Wherever You Go, There You Are


The HitchDieds have successfully made it to Cape Town, South Africa, but more in body than in spirit.

Lesson the first? “It’s a Small World After All” is total bullshit. The world is really fucking big. It took three days to get here, and only one of those days was because we foolishly routed our itinerary through the same airport servicing a global peace conference and British Airlines customer service takes freaking tea time from 11PM to 7AM EDT (Like, seriously, even 7-11s are open 24 hours, and have been for decades now). At some point in an interminable “distressed passenger” line I said, “we should have travelled by steamer.” If “by steamer” is a reasonable alternative method of transportation, wherever you are going is insanely far away.

And I felt every one of those 8,000 miles the first day, when we couldn’t get the necessary forms to access the internet in our temporary housing.  I felt every inch the second day, when we were able to connect but discovered that Gmail, Twitter, Facebook, and anything else that loads from a secure server was blocked.  I cried, and hated myself for crying over not being able to use social media; but then I thought, “How will I know when my niece is born? That’s not going to be on Cnn.com” and just let out the sobs out in earnest.

Throwing money at the problem, unsurprisingly, was the solution, and now I’m partying like it’s 1996 and watching my data usage for every tweet and photo upload.  This is better than nothing, I repeat over and over in my head.

My general mental coping strategy over these first few days is to pretend we’re on a camping trip.  You don’t need internet on a camping trip. You don’t need to go out after dark on a camping trip. You don’t need more than one electrical outlet (which serves one device) in a room on a camping trip. And it is ok if you need to use that outlet to plug in your only climate control, a wall-mounted hot plate the size of a cafeteria tray that gets only so hot that you can still touch it without burning yourself.  That’s just roughing it! Roughing it is fun!

And like with camping, there is glorious scenery to distract me, but I worry about staring at it too much lest I be marked even more obviously an outsider.  But when I cast a spare glance at Table Mountain dotted with those blown-out-umbrella shaped trees that just scream AFRICA, I feel like I’m in the first five minutes of The Lion King and my heart swells with the happy feeling of “This is an incredible adventure!”

Furthermore, I think we’re on a pretty steep learning curve. Two days ago I thought those guys screaming at me from the overloaded vans were yelling racial slurs; today I found out they are just the barkers for an extremely affordable and subway-system fast taxi service.  Of course, going in a clown-car-packed minibus at subway speeds on regular roads is kind of bone-deep terrifying, but in a fun, bungee jumping kind of way, if bungee jumping took you to the mall. What could be better!?

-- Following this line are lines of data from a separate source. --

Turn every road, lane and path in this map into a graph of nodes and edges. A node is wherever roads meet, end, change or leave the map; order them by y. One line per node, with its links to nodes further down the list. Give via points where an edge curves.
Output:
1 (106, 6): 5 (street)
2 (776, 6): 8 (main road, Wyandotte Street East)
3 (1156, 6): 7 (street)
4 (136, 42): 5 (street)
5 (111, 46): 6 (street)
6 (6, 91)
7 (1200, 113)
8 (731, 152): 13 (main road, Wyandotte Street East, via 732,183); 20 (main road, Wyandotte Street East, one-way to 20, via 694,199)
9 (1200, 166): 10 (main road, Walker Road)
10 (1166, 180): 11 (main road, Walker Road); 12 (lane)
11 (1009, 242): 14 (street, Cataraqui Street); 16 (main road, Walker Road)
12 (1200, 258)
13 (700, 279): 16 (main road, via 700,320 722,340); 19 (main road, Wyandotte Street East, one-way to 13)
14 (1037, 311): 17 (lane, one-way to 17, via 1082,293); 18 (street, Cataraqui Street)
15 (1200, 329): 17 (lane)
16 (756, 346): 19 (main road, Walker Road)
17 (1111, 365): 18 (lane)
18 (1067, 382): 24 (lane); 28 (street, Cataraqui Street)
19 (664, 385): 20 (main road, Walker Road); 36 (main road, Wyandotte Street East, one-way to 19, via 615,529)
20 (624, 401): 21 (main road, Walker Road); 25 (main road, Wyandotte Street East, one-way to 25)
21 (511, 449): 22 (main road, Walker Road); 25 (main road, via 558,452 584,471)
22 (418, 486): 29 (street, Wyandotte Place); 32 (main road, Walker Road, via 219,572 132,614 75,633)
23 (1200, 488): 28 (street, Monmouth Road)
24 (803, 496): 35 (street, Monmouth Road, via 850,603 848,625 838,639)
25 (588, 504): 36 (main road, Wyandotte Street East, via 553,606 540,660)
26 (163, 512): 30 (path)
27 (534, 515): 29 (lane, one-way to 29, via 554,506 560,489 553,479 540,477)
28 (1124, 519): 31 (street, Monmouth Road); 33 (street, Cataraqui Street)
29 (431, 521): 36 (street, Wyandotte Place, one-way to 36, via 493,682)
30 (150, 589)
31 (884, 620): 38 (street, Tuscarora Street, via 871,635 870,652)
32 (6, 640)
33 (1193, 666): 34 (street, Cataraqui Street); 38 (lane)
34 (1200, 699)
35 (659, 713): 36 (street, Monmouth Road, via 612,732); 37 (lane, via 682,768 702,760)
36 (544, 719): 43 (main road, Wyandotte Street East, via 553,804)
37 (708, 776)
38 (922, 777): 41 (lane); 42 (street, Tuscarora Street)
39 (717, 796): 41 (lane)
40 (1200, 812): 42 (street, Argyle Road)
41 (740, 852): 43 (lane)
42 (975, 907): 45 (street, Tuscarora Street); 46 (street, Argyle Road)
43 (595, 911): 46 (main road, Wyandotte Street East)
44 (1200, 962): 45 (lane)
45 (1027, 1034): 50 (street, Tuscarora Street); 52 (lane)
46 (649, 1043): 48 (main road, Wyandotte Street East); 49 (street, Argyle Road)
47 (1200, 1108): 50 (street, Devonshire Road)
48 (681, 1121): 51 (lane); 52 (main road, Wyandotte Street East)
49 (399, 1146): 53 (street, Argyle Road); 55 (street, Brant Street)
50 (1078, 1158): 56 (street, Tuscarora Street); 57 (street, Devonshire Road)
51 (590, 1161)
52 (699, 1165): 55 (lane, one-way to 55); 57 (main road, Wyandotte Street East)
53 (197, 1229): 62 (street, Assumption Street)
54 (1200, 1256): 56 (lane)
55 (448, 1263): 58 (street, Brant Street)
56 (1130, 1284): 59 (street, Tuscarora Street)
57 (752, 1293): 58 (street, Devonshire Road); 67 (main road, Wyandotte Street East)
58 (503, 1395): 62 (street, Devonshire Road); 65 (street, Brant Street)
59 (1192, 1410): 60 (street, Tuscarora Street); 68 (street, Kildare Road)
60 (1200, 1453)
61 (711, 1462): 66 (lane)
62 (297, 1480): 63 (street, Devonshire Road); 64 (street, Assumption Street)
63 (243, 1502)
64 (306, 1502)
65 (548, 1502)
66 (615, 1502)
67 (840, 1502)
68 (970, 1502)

Coca-Cola Light tastes like barfed-up Smarties, but a R20 bottle of wine (that’s under $3 US) is resolutely drinkable (and I do not feel the same way about California’s two buck chuck, so this is really exciting to me).  Meanwhile, a 16 oz box of pasta costs R35.

But as cheesy and ridiculous as this sounds, through it all, Collin and I have each other, and that is priceless.    We wake up next to each other, even if we do it at 2AM local time, and that’s worth two years without Diet Coke.


  1. That is one boss photo. I’m glad I know in my head where you are and at least our time zones won’t be as hard. Love nugs.

    • Agreed, having one of my BFFs in the same hemisphere (at least East-West wise) is a huge comfort, and it’s even better that you’ve visited here before me.

  2. Regina is right, your photo is seriously exciting. Thanks very much for sharing in your massive truth+massive funny way in this entry and in the ones leading to here. I’ll be thinking of you when I start my NYC adventure in August.

  3. I had the exact same experience with Internet when I moved there. I had such culture shock at not being able to be online the way I wanted to that I burst into tears a few times in frustration. So I get you. But it gets easier, and you’ll get used to being a bit more unplugged. Good luck!

  4. Yay! You made it. I am relieved to hear you are adjusting and that you discovered the wine. Seriously I fell in love with pinotage while I was there. So cheap, so good. Adventure away!

  5. Beautiful. Beautiful and terrifying. I hope you make enough peace with the internet to bring us more.

  6. Welcome to South Africa!

  7. I teared up a little at the photo. I’m super proud of you, miss you terribly, and can’t wait to hear more.